Records for processing »
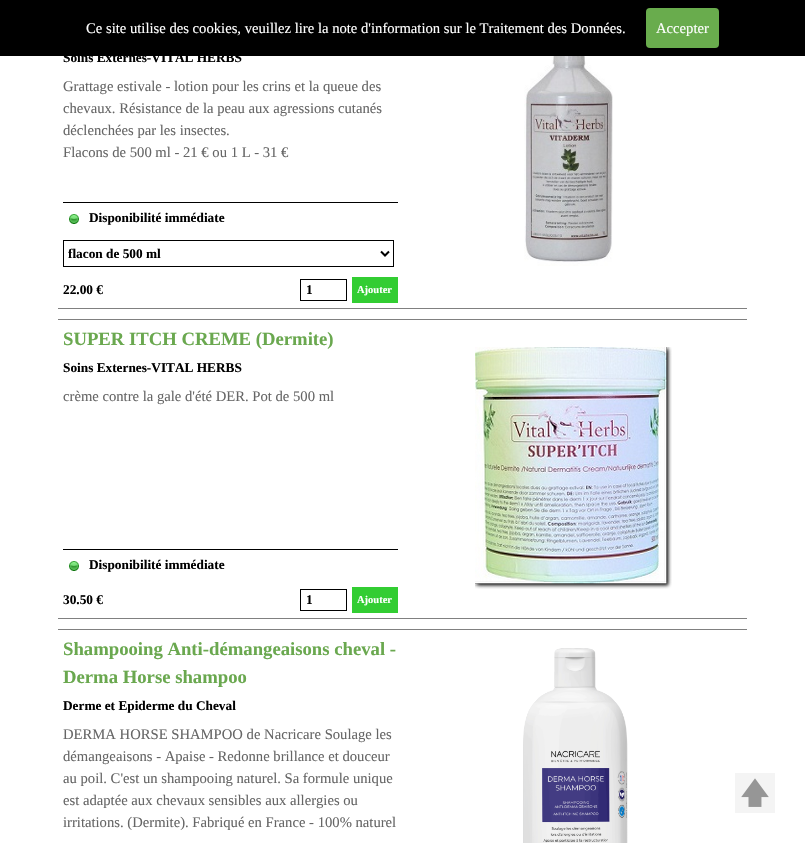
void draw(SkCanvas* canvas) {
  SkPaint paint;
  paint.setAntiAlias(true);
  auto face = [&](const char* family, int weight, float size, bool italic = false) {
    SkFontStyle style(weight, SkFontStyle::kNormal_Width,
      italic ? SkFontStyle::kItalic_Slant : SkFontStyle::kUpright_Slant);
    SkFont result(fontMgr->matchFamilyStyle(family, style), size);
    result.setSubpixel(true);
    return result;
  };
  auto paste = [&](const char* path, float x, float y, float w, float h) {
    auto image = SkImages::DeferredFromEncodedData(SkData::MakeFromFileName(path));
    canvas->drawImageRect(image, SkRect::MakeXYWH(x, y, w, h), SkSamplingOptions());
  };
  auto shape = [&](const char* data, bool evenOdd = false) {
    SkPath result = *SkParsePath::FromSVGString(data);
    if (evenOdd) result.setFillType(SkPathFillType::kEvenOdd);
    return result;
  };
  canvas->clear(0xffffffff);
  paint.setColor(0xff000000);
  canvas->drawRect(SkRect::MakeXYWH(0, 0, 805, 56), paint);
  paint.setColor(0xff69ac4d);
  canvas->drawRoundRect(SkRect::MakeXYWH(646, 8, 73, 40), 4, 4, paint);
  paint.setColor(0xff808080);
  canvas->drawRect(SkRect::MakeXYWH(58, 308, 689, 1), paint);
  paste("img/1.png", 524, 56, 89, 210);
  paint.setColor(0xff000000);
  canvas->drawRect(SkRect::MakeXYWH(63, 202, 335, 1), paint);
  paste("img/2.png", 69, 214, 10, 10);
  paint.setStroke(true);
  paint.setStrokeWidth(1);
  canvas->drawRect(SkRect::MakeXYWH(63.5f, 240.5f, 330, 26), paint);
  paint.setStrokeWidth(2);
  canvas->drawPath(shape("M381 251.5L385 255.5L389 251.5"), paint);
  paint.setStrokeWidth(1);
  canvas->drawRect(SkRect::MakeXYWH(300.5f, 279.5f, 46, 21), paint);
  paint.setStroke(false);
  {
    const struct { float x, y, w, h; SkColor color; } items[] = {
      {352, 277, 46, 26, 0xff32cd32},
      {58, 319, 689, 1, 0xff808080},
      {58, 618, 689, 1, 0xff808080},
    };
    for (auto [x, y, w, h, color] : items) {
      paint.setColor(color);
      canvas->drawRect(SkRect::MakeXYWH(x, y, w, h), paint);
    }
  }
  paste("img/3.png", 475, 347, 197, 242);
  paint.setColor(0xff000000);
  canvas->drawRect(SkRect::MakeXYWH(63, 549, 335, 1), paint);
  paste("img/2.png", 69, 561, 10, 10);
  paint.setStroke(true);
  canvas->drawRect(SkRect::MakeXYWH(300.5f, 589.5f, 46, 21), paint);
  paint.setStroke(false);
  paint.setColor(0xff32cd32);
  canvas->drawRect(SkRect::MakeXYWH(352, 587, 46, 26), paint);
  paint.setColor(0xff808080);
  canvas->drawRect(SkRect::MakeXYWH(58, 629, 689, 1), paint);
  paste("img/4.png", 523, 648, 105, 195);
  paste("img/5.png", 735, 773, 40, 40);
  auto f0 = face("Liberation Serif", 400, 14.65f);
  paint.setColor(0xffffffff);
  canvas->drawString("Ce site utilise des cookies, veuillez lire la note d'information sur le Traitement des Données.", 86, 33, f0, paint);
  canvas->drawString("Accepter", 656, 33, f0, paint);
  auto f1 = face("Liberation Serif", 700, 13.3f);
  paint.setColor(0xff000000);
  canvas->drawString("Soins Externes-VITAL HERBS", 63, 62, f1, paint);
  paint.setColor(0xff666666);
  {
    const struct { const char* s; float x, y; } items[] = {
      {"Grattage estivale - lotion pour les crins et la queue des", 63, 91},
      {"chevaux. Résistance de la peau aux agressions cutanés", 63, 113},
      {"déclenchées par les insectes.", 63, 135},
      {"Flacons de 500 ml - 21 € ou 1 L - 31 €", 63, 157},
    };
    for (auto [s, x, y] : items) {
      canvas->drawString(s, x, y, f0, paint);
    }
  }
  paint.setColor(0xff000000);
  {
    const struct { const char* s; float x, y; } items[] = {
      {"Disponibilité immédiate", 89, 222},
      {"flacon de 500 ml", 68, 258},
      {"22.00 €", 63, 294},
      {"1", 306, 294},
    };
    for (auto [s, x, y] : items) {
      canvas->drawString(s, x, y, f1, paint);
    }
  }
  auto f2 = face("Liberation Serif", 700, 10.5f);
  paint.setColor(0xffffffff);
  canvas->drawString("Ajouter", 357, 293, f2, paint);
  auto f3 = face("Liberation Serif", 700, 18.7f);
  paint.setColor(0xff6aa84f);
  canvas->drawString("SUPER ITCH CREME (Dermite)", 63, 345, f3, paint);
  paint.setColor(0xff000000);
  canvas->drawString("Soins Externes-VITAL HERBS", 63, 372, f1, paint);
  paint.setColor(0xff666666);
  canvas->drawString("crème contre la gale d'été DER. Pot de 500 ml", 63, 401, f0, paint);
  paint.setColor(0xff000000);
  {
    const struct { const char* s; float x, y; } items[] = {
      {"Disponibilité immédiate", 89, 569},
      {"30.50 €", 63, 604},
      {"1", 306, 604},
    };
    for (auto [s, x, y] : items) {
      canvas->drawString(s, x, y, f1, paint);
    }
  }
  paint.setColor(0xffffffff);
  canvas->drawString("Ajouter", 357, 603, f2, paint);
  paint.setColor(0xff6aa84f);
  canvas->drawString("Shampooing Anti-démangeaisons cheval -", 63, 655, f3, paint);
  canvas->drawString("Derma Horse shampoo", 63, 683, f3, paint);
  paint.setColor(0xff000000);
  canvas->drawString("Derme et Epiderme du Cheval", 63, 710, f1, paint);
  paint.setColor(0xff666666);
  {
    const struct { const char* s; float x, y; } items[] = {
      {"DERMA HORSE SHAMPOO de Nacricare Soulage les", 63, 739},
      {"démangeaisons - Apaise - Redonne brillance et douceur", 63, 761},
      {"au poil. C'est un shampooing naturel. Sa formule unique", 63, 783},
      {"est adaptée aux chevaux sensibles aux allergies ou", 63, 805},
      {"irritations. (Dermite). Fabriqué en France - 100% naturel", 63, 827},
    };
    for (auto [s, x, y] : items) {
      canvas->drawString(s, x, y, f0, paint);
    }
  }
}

* * *

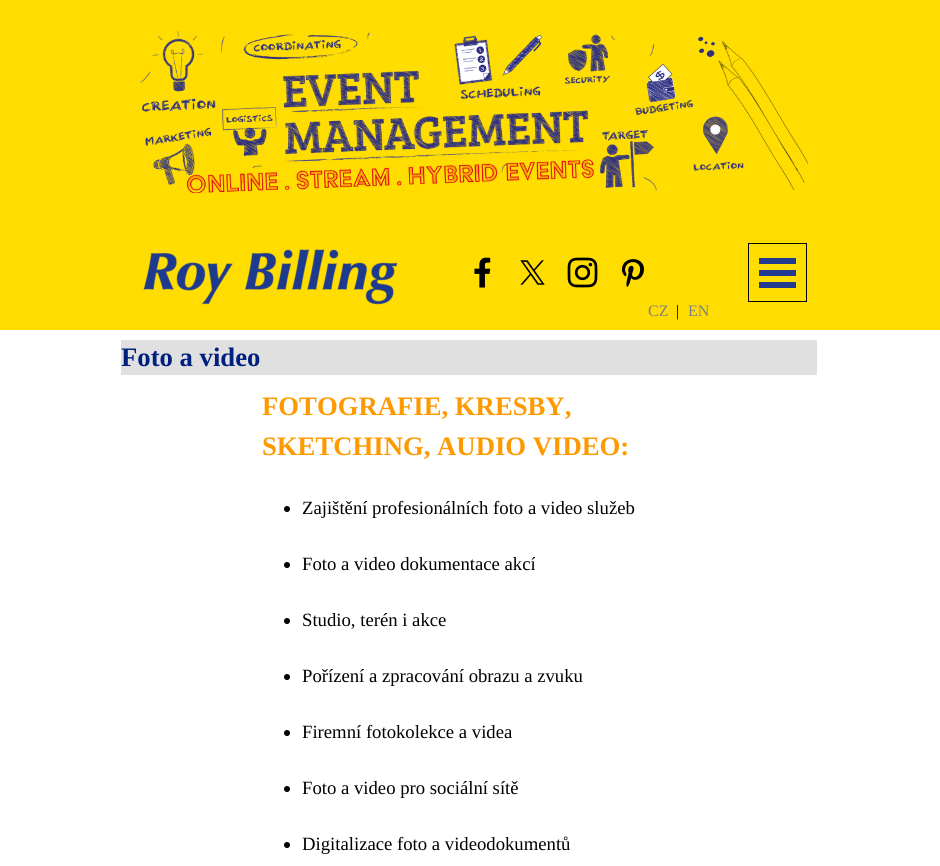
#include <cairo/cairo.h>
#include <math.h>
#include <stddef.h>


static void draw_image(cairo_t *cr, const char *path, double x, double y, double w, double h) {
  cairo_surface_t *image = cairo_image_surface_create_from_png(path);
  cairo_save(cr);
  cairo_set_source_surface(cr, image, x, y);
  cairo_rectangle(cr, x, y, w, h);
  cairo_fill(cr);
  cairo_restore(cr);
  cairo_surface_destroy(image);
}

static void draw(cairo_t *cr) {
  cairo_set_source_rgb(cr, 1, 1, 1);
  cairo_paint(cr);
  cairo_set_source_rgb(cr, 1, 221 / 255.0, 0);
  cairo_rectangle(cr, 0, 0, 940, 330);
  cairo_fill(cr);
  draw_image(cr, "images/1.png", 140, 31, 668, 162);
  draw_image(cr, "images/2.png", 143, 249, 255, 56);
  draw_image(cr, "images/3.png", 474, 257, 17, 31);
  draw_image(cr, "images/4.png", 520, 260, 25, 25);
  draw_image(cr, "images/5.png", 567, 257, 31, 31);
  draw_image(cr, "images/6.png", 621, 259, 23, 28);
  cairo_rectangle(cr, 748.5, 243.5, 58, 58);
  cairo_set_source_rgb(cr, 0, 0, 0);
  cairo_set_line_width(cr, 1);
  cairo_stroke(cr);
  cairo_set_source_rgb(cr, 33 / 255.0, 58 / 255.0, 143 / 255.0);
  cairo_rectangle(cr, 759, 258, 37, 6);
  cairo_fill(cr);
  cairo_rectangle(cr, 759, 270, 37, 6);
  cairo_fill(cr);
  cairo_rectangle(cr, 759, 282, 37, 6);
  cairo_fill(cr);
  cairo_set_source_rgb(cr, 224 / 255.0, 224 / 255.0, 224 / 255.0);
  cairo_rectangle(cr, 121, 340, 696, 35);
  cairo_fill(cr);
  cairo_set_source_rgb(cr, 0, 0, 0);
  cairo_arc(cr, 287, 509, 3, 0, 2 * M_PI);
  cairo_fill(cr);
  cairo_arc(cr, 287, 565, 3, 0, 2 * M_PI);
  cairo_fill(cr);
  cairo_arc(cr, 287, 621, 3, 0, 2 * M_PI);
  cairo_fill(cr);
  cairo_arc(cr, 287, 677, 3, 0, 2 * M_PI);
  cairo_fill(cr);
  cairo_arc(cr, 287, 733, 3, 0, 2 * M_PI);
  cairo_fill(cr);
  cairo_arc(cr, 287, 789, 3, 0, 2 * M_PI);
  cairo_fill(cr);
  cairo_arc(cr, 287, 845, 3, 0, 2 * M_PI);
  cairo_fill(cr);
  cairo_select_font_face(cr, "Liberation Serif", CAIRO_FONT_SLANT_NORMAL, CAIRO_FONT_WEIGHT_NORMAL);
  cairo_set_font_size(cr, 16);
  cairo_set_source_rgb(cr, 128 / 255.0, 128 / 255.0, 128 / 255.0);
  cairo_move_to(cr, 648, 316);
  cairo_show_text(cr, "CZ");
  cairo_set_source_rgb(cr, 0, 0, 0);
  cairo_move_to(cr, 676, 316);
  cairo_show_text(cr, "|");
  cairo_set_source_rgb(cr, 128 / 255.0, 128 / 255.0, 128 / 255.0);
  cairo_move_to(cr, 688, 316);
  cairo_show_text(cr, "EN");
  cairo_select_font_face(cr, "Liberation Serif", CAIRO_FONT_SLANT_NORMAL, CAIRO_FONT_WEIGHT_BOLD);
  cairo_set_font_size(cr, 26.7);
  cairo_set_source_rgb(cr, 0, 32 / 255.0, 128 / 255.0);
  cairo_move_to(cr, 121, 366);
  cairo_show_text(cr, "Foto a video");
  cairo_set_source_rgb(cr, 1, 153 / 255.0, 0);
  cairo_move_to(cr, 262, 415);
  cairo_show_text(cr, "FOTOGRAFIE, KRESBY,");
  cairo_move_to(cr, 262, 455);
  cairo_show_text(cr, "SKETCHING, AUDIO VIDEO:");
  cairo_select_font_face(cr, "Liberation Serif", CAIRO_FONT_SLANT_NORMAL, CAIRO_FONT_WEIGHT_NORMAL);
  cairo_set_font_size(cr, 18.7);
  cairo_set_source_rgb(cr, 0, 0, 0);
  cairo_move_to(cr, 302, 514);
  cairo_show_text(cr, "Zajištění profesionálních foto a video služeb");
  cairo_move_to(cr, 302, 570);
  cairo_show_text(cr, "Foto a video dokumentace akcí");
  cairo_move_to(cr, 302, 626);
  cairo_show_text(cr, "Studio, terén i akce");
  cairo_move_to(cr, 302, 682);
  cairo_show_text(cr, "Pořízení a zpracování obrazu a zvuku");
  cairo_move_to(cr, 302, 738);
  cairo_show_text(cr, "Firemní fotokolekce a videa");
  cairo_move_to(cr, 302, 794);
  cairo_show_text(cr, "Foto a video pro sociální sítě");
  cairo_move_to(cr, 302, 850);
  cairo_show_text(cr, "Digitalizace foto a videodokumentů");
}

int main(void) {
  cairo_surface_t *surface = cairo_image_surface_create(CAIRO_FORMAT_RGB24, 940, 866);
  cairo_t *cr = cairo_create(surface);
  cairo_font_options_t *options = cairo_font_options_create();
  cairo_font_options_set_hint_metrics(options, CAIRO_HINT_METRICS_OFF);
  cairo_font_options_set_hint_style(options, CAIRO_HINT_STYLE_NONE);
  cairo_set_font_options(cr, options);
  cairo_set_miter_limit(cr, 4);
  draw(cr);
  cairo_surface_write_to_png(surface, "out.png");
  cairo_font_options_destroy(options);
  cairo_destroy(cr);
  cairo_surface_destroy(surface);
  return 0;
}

Required work »
The answer is a number only: how many lines of the data above include "result"?

Response to this task »
6